A PM Júlia Natália Girão Gomes, indiciada pela morte do policial Raphael Sampaio da Silva, soldado da PM assassinado a tiros e carbonizado, pagou R$ 50 a um colega para trocar o plantão e estar presente com o PM na noite em que ele foi vítima do crime. A investigação ainda descobriu que os disparos contra o soldado Raphael ocorreram a cerca de 30 metros da residência de Júlia e do marido dela, Antoneudo Ribeiro Lima Júnior, também indiciado pela Polícia Civil do Estado do Ceará (PCCE).

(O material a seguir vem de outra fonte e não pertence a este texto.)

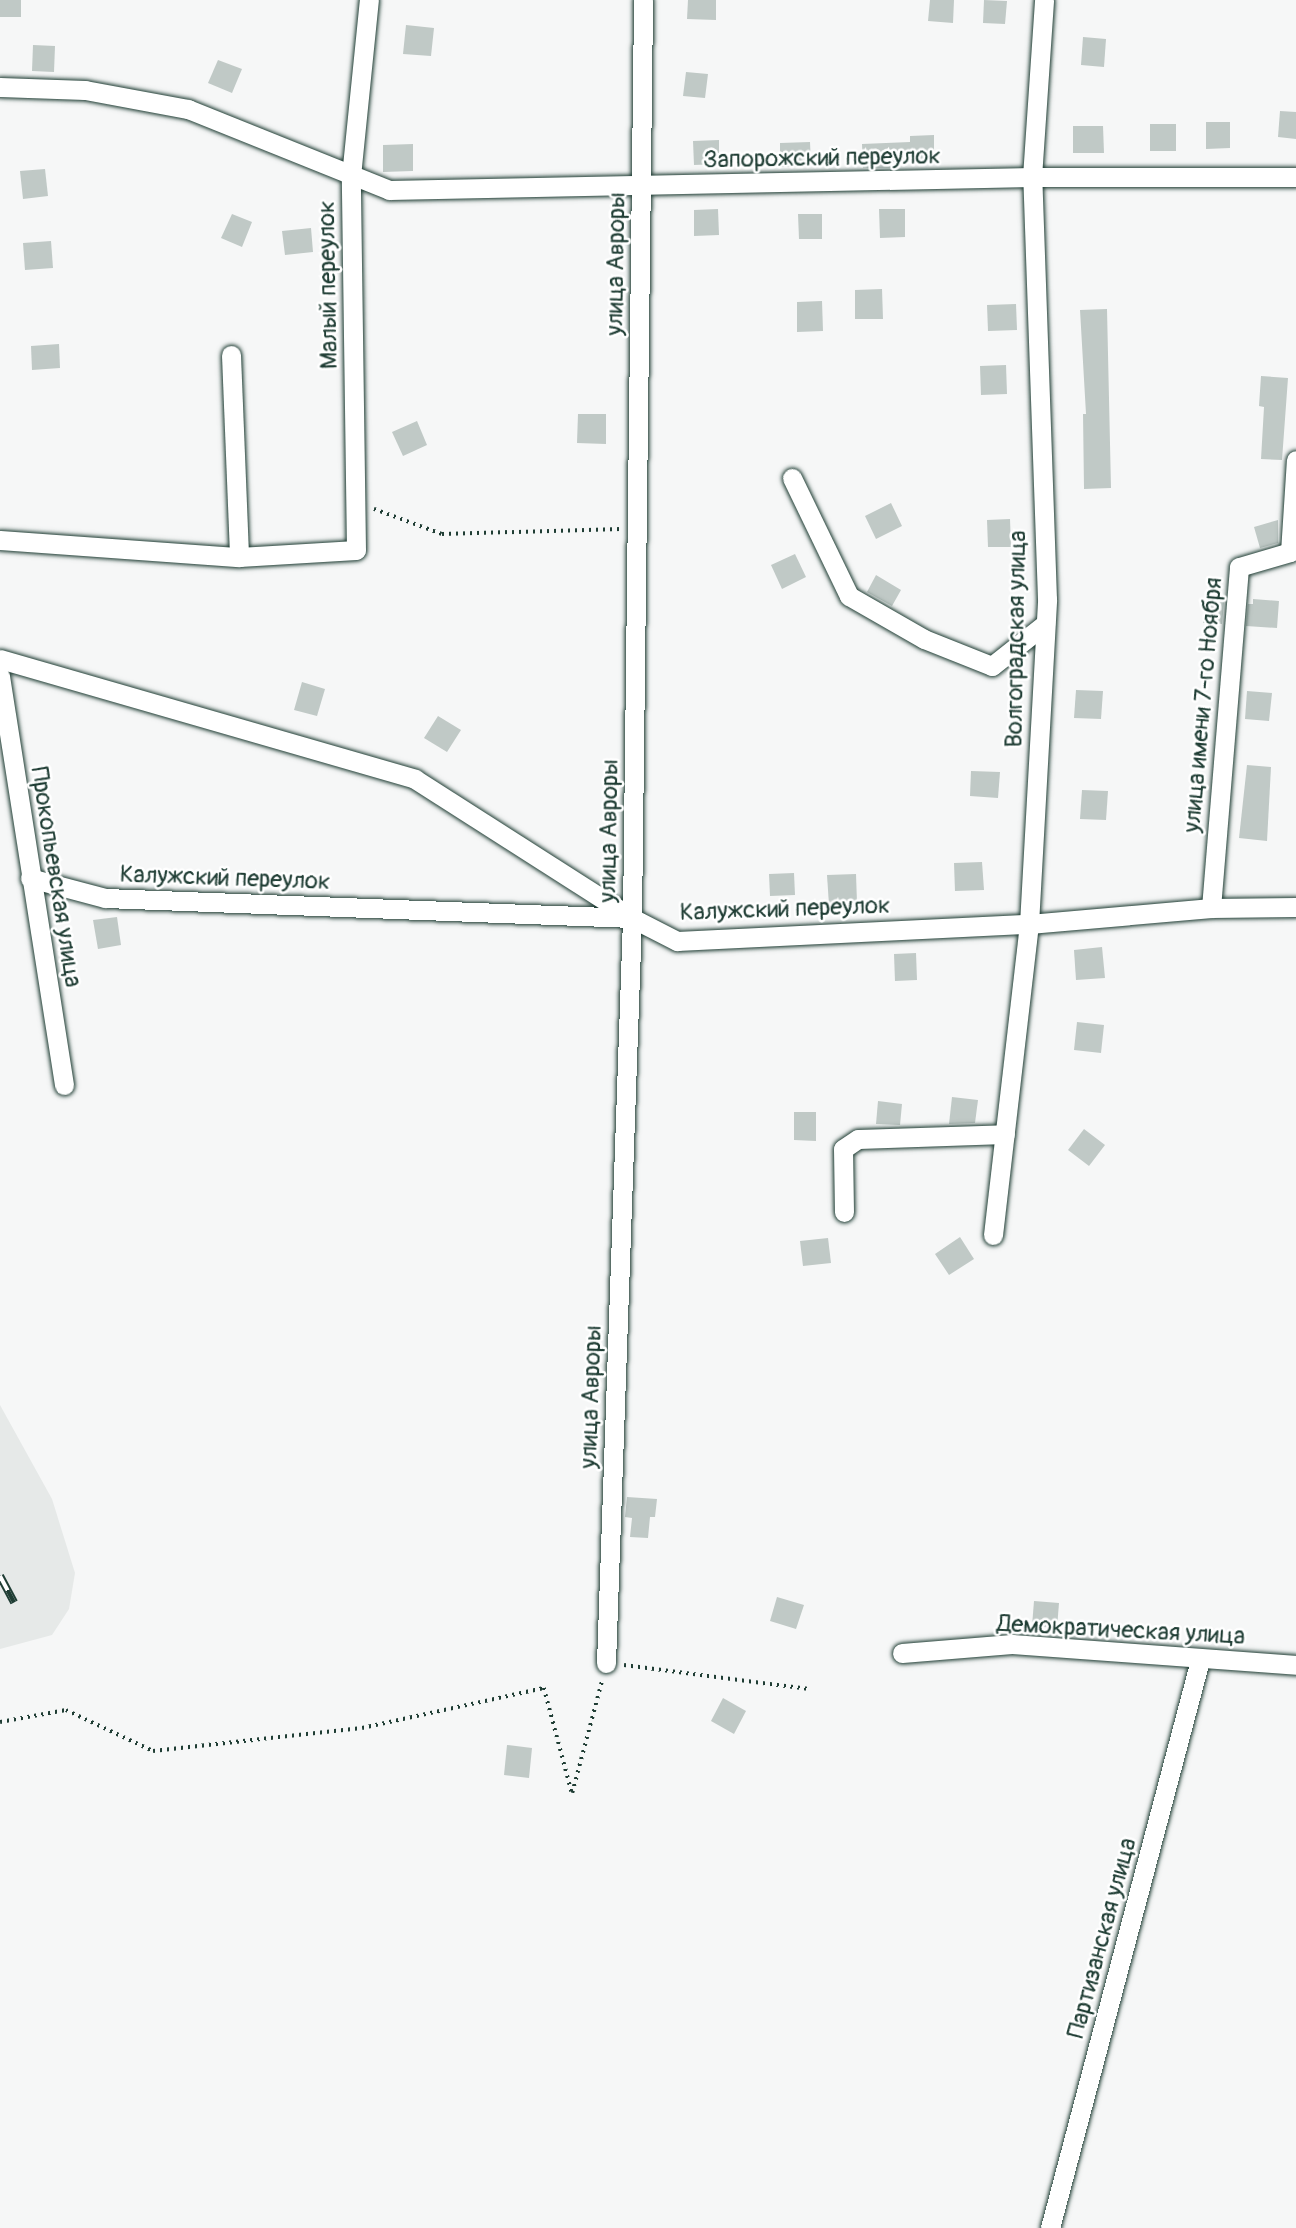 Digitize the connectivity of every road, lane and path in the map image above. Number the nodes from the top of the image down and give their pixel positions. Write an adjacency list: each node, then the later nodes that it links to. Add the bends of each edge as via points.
1 (369, 0): 5 (street)
2 (643, 0): 8 (street, улица Авроры)
3 (1044, 0): 6 (street, Волгоградская улица)
4 (0, 86): 5 (street, Малый переулок, via 85,90 188,109)
5 (351, 176): 8 (street, Запорожский переулок, via 389,190); 12 (street, Малый переулок)
6 (1032, 177): 7 (street, Запорожский переулок); 8 (street, Запорожский переулок); 16 (street, Волгоградская улица)
7 (1296, 177)
8 (642, 187): 13 (street, улица Авроры)
9 (231, 355): 15 (street)
10 (1296, 460): 21 (street, улица имени 7-го Ноября, via 1290,552 1239,566)
11 (792, 478): 16 (street, via 849,596 924,639 992,666)
12 (356, 502): 13 (path, via 442,534); 15 (street, Малый переулок, via 356,550)
13 (637, 528): 22 (street, улица Авроры)
14 (0, 540): 15 (street)
15 (239, 557)
16 (1045, 624): 23 (street, Волгоградская улица)
17 (0, 659): 22 (street, via 415,779)
18 (0, 676): 19 (street, Прокопьевская улица)
19 (30, 878): 22 (street, Калужский переулок, via 105,898); 24 (street, Прокопьевская улица)
20 (1296, 907): 21 (street, Калужский переулок)
21 (1211, 908): 23 (street, Калужский переулок)
22 (632, 918): 23 (street, Калужский переулок, via 677,942); 30 (street, улица Авроры)
23 (1029, 924): 25 (street, Волгоградская улица)
24 (64, 1085)
25 (1005, 1133): 26 (street, via 858,1139 843,1149); 27 (street, Волгоградская улица)
26 (844, 1212)
27 (993, 1235)
28 (902, 1654): 29 (street, Демократическая улица, via 1012,1644)
29 (1200, 1660): 31 (street, Демократическая улица); 34 (street, Партизанская улица)
30 (606, 1663): 32 (path); 33 (path, via 572,1793 544,1688 362,1728 153,1751 65,1710)
31 (1296, 1665)
32 (809, 1689)
33 (0, 1723)
34 (1050, 2228) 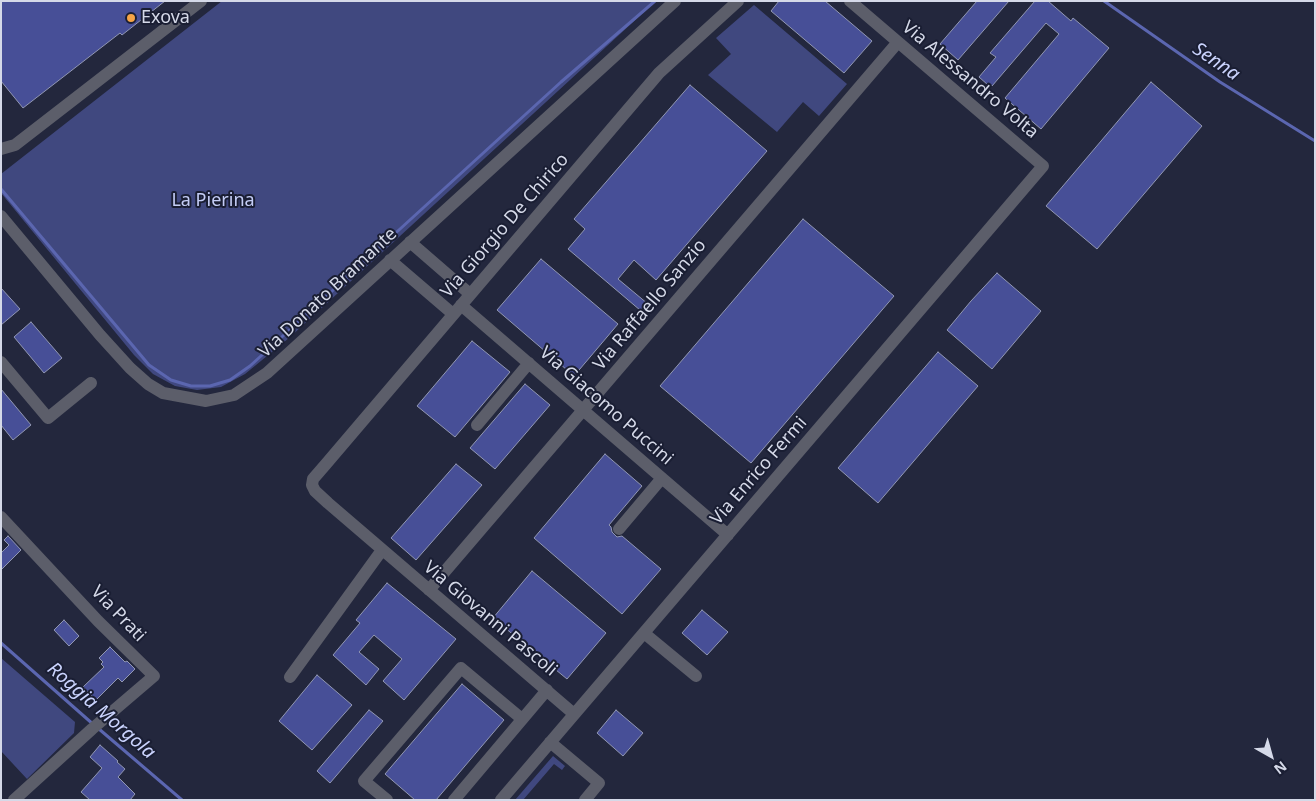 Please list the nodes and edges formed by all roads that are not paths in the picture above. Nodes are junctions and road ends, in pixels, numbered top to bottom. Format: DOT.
graph roads {
  1 [pos="201,1"];
  2 [pos="675,1"];
  3 [pos="738,1"];
  4 [pos="850,1"];
  5 [pos="898,42"];
  6 [pos="1,149"];
  7 [pos="1043,166"];
  8 [pos="1,216"];
  9 [pos="410,242"];
  10 [pos="390,260"];
  11 [pos="470,294"];
  12 [pos="457,309"];
  13 [pos="1,362"];
  14 [pos="529,363"];
  15 [pos="91,383"];
  16 [pos="583,410"];
  17 [pos="477,425"];
  18 [pos="662,478"];
  19 [pos="312,485"];
  20 [pos="1,517"];
  21 [pos="619,529"];
  22 [pos="728,535"];
  23 [pos="382,550"];
  24 [pos="429,590"];
  25 [pos="644,633"];
  26 [pos="696,676"];
  27 [pos="290,677"];
  28 [pos="547,690"];
  29 [pos="574,714"];
  30 [pos="522,719"];
  31 [pos="550,742"];
  32 [pos="14,800"];
  33 [pos="387,800"];
  34 [pos="454,800"];
  35 [pos="501,800"];
  36 [pos="585,800"];
  1 -- 6 [label="street"];
  2 -- 9 [label="street, Via Donato Bramante"];
  3 -- 11 [label="street, Via Giorgio De Chirico"];
  4 -- 5 [label="street, Via Alessandro Volta"];
  5 -- 7 [label="street, Via Alessandro Volta"];
  5 -- 16 [label="street, Via Raffaello Sanzio"];
  7 -- 22 [label="street, Via Enrico Fermi"];
  8 -- 10 [label="street, Via Donato Bramante"];
  9 -- 10 [label="street, Via Donato Bramante"];
  9 -- 11 [label="street"];
  10 -- 12 [label="street, Via Giacomo Puccini"];
  11 -- 12 [label="street, Via Giorgio De Chirico"];
  12 -- 14 [label="street, Via Giacomo Puccini"];
  12 -- 19 [label="street, Via Giorgio De Chirico"];
  13 -- 15 [label="street"];
  14 -- 16 [label="street, Via Giacomo Puccini"];
  14 -- 17 [label="street"];
  16 -- 18 [label="street, Via Giacomo Puccini"];
  16 -- 24 [label="street, Via Raffaello Sanzio"];
  18 -- 21 [label="street"];
  18 -- 22 [label="street, Via Giacomo Puccini"];
  19 -- 23 [label="street, Via Giovanni Pascoli"];
  20 -- 32 [label="street, Via Prati"];
  22 -- 25 [label="street, Via Enrico Fermi"];
  23 -- 24 [label="street, Via Giovanni Pascoli"];
  23 -- 27 [label="street"];
  24 -- 28 [label="street, Via Giovanni Pascoli"];
  25 -- 26 [label="street"];
  25 -- 29 [label="street, Via Enrico Fermi"];
  28 -- 29 [label="street, Via Giovanni Pascoli"];
  28 -- 30 [label="street"];
  29 -- 31 [label="street, Via Enrico Fermi"];
  30 -- 33 [label="street"];
  30 -- 34 [label="street"];
  31 -- 35 [label="street, Via Enrico Fermi"];
  31 -- 36 [label="street"];
}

A testemunha que vendeu a vaga no plantão teria informado que Júlia não tinha o hábito de pagar por permutas, mas insistiu incisivamente para trabalhar naquela data, em 11 de agosto. Horas após o fim do serviço, Raphael foi atraído para a morte. A Polícia acredita que o casal premeditou a morte.
Os disparos contra o PM teriam ocorrido por volta das 03h06 da madrugada de 11 de agosto. Ele estava em seu carro com Júlia, que teria pedido uma carona após o expediente. Na região da Grande Messejana, um veículo, que a Polícia acredita ser de Antoneudo, aproximou-se e interceptou o policial.